A generalized thermoelastic problem due to nonlocal effect in presence of mode I crack

• Published in: Journal of thermal stresses Vol. 43; no. 10; pp. 1277 - 1299
• Main Authors: Sur, Abhik, Mondal, Sudip
• Format: Journal Article
• Language: English
• Published: Philadelphia Taylor & Francis 03.07.2020; Taylor & Francis Ltd
• Subjects: Bellman method; dual integral equations; Fourier transforms; Fredholm integral equations; Integral equations; Laplace transforms; Mathematical models; mode I crack; Phase lag; Stress concentration; Temperature distribution; Thermoelasticity
• ISSN: 0149-5739; 1521-074X
• DOI: 10.1080/01495739.2020.1788475

This article constructs a new model of nonlocal thermoelasticity which resolves a dynamical problem of a homogeneous, isotropic infinite space weakened by a finite linear mode I crack. The boundary of the crack is being subjected to a prescribed temperature distribution and stress. In the context of three-phase lag model of generalized thermoelasticity, the governing equations have been solved employing the Laplace and the Fourier transforms, which reduces to four dual integral equations, the solution of which is equivalent to solving the Fredholm's integral equation of the first kind.
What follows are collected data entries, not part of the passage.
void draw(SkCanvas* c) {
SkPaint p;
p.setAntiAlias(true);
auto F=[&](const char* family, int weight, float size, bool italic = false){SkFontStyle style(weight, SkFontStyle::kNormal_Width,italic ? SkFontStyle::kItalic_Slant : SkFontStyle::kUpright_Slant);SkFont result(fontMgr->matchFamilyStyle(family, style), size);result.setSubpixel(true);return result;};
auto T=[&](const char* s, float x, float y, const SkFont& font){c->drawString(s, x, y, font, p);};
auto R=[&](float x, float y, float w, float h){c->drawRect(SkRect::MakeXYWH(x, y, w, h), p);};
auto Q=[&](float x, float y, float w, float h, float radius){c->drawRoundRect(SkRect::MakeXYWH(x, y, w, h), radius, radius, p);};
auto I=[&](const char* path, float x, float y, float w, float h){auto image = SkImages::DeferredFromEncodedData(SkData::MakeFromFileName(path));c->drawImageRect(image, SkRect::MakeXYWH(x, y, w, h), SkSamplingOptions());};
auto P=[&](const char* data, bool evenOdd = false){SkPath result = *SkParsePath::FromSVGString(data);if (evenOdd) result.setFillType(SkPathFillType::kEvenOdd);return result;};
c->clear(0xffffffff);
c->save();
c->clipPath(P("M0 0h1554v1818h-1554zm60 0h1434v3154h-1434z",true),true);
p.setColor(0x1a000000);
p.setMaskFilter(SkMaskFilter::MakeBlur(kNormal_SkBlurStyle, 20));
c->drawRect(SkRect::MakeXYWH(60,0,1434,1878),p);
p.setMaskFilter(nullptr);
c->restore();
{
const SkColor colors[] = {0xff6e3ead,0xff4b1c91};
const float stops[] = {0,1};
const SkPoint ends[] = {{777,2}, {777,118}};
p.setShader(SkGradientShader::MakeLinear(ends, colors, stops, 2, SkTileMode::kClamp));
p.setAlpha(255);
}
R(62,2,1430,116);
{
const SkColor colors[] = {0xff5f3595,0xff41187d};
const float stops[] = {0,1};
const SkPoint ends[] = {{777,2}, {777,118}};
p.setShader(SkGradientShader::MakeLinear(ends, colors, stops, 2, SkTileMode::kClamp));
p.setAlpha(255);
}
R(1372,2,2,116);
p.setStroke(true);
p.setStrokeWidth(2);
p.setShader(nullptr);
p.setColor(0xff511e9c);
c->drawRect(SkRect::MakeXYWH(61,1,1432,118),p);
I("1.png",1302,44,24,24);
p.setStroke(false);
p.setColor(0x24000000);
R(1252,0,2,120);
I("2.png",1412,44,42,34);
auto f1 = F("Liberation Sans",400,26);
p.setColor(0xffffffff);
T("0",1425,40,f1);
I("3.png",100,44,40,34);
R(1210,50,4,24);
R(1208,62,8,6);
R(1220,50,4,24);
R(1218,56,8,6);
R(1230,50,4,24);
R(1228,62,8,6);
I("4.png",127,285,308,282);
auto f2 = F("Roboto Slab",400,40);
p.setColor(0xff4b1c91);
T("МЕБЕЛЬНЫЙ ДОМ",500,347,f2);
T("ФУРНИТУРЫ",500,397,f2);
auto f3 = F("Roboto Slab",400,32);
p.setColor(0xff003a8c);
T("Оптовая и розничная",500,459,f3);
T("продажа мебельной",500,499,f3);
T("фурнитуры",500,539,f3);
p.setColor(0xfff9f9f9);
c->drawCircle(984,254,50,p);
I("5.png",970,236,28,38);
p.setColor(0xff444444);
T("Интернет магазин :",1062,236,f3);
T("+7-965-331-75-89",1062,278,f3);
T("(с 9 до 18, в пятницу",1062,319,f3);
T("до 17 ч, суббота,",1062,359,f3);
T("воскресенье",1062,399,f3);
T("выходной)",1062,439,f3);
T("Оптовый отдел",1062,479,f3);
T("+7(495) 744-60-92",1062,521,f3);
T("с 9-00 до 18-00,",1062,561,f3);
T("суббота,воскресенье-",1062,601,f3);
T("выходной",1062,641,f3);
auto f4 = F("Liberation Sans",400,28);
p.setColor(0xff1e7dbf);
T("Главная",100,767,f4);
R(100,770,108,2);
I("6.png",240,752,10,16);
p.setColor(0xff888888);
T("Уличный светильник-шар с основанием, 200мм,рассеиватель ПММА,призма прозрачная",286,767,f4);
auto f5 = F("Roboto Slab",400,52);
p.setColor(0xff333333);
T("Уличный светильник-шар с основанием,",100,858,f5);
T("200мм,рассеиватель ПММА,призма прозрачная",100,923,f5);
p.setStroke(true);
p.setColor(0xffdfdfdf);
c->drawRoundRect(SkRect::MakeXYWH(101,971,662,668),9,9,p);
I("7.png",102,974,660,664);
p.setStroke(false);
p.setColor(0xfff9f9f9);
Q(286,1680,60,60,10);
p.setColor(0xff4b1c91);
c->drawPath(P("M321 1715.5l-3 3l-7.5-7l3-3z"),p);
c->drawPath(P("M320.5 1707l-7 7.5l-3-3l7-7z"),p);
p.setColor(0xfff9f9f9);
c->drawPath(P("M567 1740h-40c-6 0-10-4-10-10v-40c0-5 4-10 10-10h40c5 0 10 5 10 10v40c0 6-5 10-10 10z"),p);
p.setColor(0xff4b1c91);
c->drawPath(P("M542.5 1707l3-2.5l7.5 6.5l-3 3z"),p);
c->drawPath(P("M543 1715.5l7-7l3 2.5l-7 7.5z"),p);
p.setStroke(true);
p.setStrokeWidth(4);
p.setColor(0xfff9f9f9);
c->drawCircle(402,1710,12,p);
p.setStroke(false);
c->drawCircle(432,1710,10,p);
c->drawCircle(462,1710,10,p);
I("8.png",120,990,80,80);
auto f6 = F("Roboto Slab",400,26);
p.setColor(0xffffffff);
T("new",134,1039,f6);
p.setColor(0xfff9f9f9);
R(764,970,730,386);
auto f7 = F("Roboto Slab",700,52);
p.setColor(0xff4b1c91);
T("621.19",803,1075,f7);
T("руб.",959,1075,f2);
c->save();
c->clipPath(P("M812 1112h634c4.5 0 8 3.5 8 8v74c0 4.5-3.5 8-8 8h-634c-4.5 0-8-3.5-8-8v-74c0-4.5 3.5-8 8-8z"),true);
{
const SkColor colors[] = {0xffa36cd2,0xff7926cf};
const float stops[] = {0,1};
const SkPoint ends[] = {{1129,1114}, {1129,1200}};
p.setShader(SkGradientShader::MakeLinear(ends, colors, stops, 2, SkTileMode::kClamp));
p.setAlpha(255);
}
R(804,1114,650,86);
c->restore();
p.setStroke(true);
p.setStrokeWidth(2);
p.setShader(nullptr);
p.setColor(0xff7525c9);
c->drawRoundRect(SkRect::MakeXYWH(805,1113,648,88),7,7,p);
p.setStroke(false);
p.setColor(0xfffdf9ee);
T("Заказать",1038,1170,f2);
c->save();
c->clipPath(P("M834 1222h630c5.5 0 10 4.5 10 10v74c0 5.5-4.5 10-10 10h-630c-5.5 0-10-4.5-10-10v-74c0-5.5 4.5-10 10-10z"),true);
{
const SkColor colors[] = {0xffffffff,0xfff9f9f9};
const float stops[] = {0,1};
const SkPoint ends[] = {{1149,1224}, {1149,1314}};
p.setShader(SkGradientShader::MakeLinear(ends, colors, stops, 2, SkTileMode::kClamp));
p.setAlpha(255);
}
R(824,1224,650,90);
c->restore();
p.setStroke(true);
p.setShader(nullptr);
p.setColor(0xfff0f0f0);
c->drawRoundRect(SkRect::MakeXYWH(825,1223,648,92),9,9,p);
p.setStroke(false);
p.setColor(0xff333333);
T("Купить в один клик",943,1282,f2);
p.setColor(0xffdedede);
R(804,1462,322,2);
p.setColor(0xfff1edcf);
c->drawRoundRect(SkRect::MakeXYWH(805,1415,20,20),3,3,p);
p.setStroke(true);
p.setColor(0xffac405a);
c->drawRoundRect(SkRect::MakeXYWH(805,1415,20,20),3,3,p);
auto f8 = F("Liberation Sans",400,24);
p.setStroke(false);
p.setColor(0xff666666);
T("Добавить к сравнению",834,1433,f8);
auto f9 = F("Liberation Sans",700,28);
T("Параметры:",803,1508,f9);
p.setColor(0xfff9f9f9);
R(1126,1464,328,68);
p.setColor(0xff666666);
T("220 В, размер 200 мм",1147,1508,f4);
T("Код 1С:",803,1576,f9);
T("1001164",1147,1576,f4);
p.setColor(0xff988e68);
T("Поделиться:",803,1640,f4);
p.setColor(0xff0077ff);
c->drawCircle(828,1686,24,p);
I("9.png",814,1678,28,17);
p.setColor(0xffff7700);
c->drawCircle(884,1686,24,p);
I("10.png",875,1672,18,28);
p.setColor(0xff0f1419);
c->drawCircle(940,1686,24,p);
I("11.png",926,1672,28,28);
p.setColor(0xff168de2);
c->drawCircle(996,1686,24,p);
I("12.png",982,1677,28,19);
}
These integral equations have been solved employing the Maple software package, while the numerical inversion of the Laplace transform is carried out with the help of Bellman method. Numerical computations for a copper material are performed and demonstrated graphically. The results provide a motivation to further investigate the problem and draw concluding remarks due to the influence of nonlocality also.